* DATA IN THIS EXERCISE:
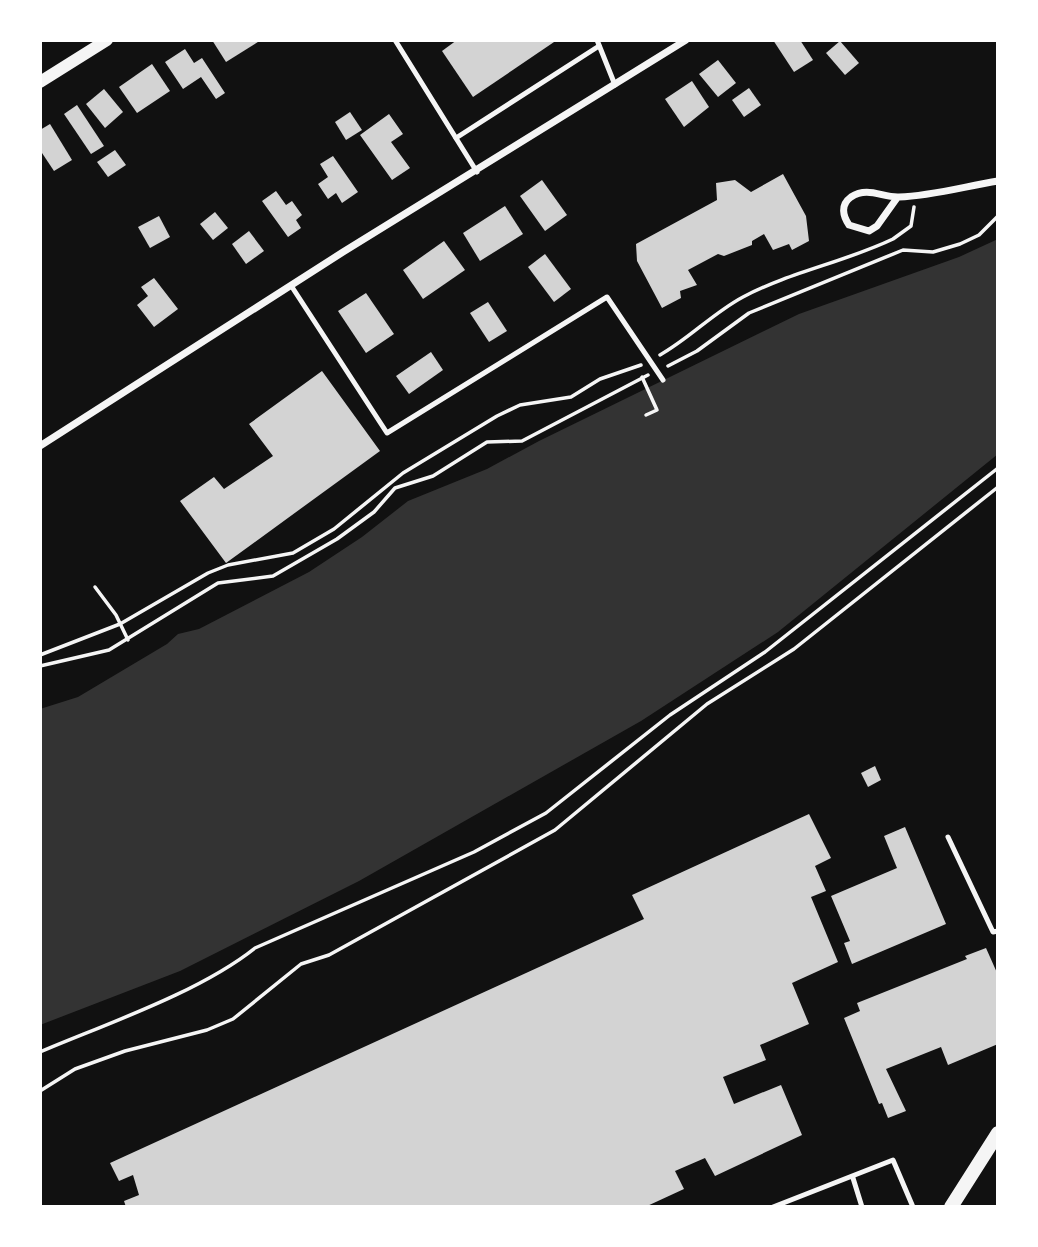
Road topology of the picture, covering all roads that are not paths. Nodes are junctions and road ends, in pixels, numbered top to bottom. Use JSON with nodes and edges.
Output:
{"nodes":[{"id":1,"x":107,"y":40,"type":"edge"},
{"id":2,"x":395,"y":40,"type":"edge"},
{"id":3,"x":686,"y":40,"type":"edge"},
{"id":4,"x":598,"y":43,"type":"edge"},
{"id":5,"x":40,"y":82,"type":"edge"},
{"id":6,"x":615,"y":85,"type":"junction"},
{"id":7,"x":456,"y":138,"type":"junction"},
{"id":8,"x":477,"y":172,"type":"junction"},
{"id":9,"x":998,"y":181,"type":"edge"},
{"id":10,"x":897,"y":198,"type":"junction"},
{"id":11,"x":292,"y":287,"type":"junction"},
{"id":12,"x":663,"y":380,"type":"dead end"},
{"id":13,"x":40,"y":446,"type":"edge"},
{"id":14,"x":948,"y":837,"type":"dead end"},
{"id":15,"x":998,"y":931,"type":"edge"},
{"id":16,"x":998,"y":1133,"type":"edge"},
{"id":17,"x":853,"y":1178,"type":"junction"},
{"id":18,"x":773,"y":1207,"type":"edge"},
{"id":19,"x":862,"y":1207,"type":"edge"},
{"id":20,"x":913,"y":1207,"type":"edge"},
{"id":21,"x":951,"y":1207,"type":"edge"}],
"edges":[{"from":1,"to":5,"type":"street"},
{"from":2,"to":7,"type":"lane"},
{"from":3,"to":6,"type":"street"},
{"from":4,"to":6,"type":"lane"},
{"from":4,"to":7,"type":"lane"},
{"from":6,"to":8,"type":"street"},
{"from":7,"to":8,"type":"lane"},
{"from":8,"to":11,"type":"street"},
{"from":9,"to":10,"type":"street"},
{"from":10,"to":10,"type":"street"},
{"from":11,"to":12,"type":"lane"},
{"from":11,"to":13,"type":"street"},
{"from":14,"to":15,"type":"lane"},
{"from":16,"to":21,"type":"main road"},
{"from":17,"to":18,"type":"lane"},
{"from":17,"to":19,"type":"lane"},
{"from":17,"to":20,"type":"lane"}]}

* TASK DIRECTIONS: Each line in which the string "road" is found must be copied from the data.

* OUTPUT OF THE TASK:
Road topology of the picture, covering all roads that are not paths. Nodes are junctions and road ends, in pixels, numbered top to bottom. Use JSON with nodes and edges.
{"from":16,"to":21,"type":"main road"},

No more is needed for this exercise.